:: EXERCISE OBJECTIVE ::
Restate the data below word for word, and let no image into your version.

↓↓↓

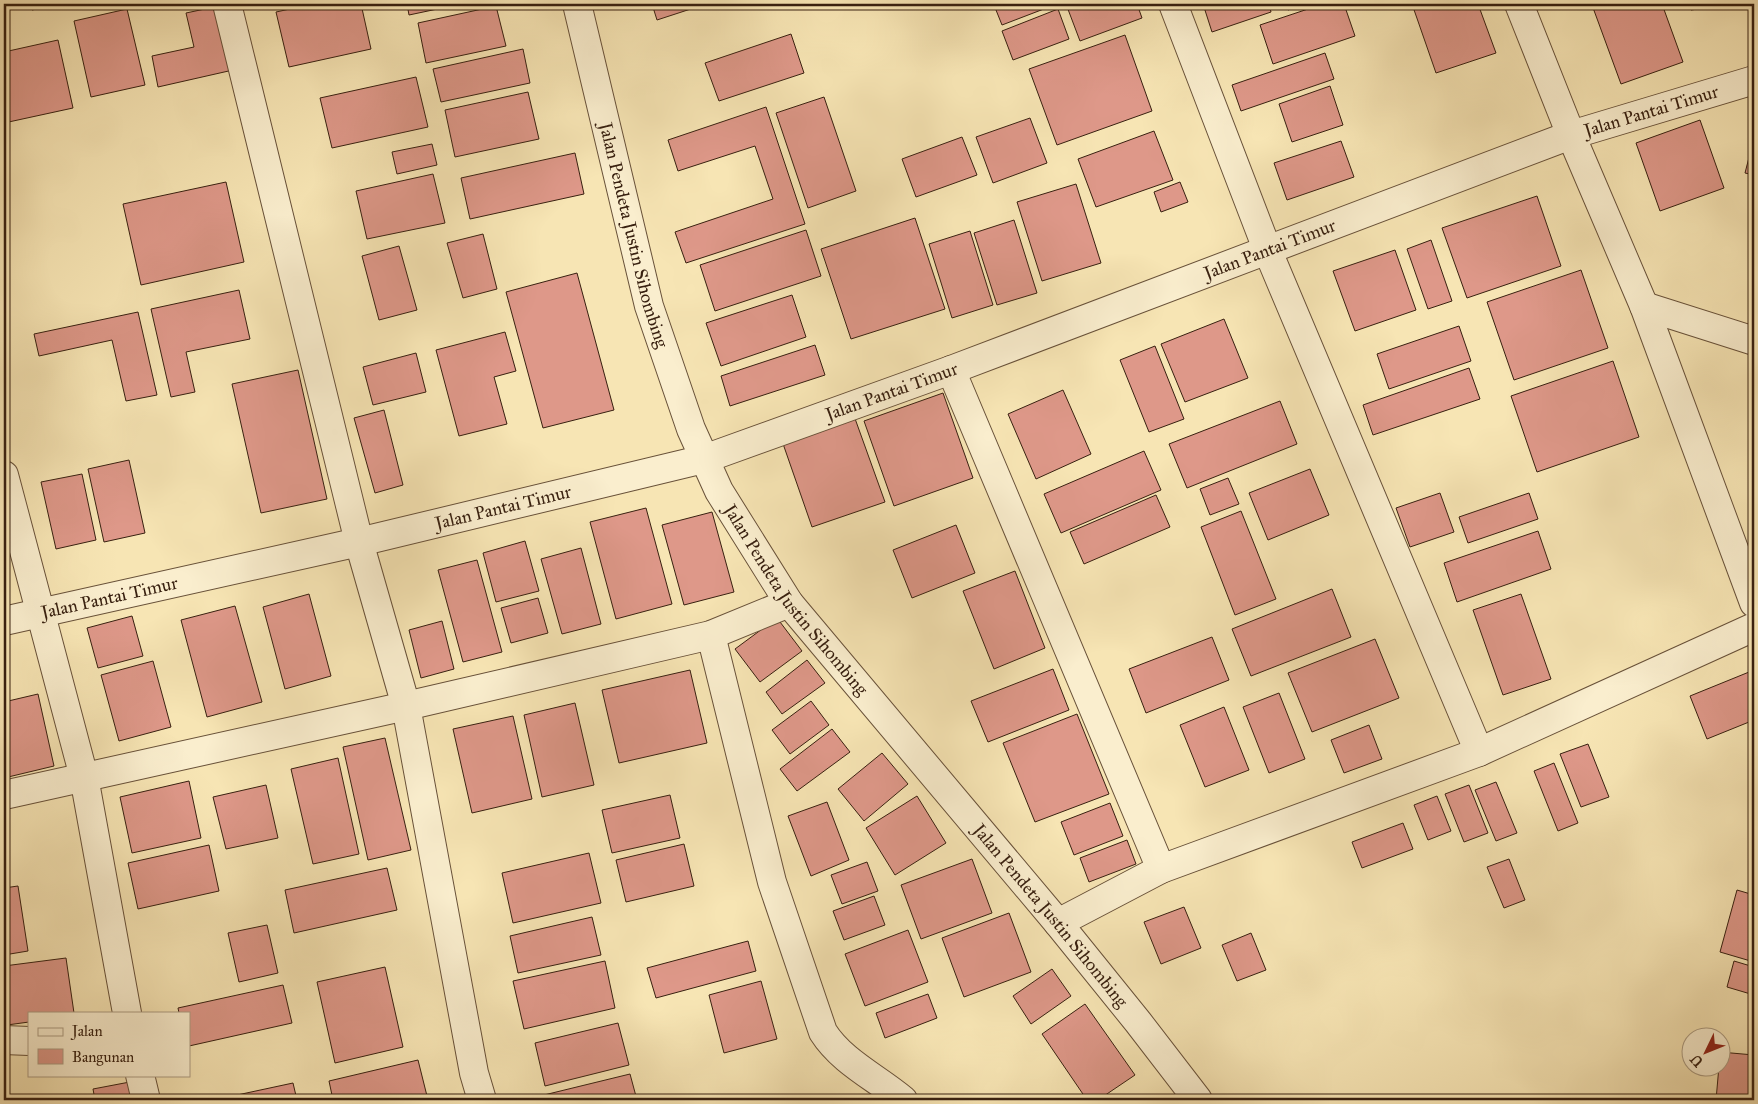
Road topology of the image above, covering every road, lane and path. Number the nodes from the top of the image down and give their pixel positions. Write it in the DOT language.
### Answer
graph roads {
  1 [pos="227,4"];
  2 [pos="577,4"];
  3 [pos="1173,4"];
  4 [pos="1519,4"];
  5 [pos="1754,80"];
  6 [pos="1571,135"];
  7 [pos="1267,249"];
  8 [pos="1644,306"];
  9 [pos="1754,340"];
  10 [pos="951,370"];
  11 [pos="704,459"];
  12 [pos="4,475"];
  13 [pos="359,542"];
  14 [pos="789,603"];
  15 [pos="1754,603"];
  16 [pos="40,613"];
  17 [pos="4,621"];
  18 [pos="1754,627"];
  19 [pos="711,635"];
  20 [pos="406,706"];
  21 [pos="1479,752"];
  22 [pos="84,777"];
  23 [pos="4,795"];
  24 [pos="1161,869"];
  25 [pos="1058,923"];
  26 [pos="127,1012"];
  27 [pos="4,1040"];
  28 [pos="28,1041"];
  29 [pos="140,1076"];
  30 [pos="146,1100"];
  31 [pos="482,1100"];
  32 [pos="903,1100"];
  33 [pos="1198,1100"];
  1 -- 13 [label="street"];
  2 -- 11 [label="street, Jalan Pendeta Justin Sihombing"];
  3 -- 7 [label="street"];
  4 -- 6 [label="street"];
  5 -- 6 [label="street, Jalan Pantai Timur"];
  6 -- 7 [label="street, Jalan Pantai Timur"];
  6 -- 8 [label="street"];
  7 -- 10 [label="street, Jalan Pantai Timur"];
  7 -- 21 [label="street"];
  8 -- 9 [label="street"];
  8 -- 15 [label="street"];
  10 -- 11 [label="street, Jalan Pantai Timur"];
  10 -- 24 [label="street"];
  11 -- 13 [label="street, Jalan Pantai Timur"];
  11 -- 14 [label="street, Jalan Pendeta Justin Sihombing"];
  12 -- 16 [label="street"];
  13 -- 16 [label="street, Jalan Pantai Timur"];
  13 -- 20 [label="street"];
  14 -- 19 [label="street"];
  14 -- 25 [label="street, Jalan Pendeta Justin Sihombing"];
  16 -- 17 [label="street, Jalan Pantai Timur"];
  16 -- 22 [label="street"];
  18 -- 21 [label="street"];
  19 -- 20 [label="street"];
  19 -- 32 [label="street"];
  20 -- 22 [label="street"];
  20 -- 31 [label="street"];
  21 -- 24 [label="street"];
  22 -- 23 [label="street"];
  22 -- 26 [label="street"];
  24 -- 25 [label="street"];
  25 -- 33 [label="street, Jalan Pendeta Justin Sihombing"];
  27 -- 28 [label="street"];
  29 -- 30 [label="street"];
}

↑↑↑

:: ANSWER TO THE PROBLEM ::
Road topology of the image above, covering every road, lane and path. Number the nodes from the top of the image down and give their pixel positions. Write it in the DOT language.
### Answer
graph roads {
  1 [pos="227,4"];
  2 [pos="577,4"];
  3 [pos="1173,4"];
  4 [pos="1519,4"];
  5 [pos="1754,80"];
  6 [pos="1571,135"];
  7 [pos="1267,249"];
  8 [pos="1644,306"];
  9 [pos="1754,340"];
  10 [pos="951,370"];
  11 [pos="704,459"];
  12 [pos="4,475"];
  13 [pos="359,542"];
  14 [pos="789,603"];
  15 [pos="1754,603"];
  16 [pos="40,613"];
  17 [pos="4,621"];
  18 [pos="1754,627"];
  19 [pos="711,635"];
  20 [pos="406,706"];
  21 [pos="1479,752"];
  22 [pos="84,777"];
  23 [pos="4,795"];
  24 [pos="1161,869"];
  25 [pos="1058,923"];
  26 [pos="127,1012"];
  27 [pos="4,1040"];
  28 [pos="28,1041"];
  29 [pos="140,1076"];
  30 [pos="146,1100"];
  31 [pos="482,1100"];
  32 [pos="903,1100"];
  33 [pos="1198,1100"];
  1 -- 13 [label="street"];
  2 -- 11 [label="street, Jalan Pendeta Justin Sihombing"];
  3 -- 7 [label="street"];
  4 -- 6 [label="street"];
  5 -- 6 [label="street, Jalan Pantai Timur"];
  6 -- 7 [label="street, Jalan Pantai Timur"];
  6 -- 8 [label="street"];
  7 -- 10 [label="street, Jalan Pantai Timur"];
  7 -- 21 [label="street"];
  8 -- 9 [label="street"];
  8 -- 15 [label="street"];
  10 -- 11 [label="street, Jalan Pantai Timur"];
  10 -- 24 [label="street"];
  11 -- 13 [label="street, Jalan Pantai Timur"];
  11 -- 14 [label="street, Jalan Pendeta Justin Sihombing"];
  12 -- 16 [label="street"];
  13 -- 16 [label="street, Jalan Pantai Timur"];
  13 -- 20 [label="street"];
  14 -- 19 [label="street"];
  14 -- 25 [label="street, Jalan Pendeta Justin Sihombing"];
  16 -- 17 [label="street, Jalan Pantai Timur"];
  16 -- 22 [label="street"];
  18 -- 21 [label="street"];
  19 -- 20 [label="street"];
  19 -- 32 [label="street"];
  20 -- 22 [label="street"];
  20 -- 31 [label="street"];
  21 -- 24 [label="street"];
  22 -- 23 [label="street"];
  22 -- 26 [label="street"];
  24 -- 25 [label="street"];
  25 -- 33 [label="street, Jalan Pendeta Justin Sihombing"];
  27 -- 28 [label="street"];
  29 -- 30 [label="street"];
}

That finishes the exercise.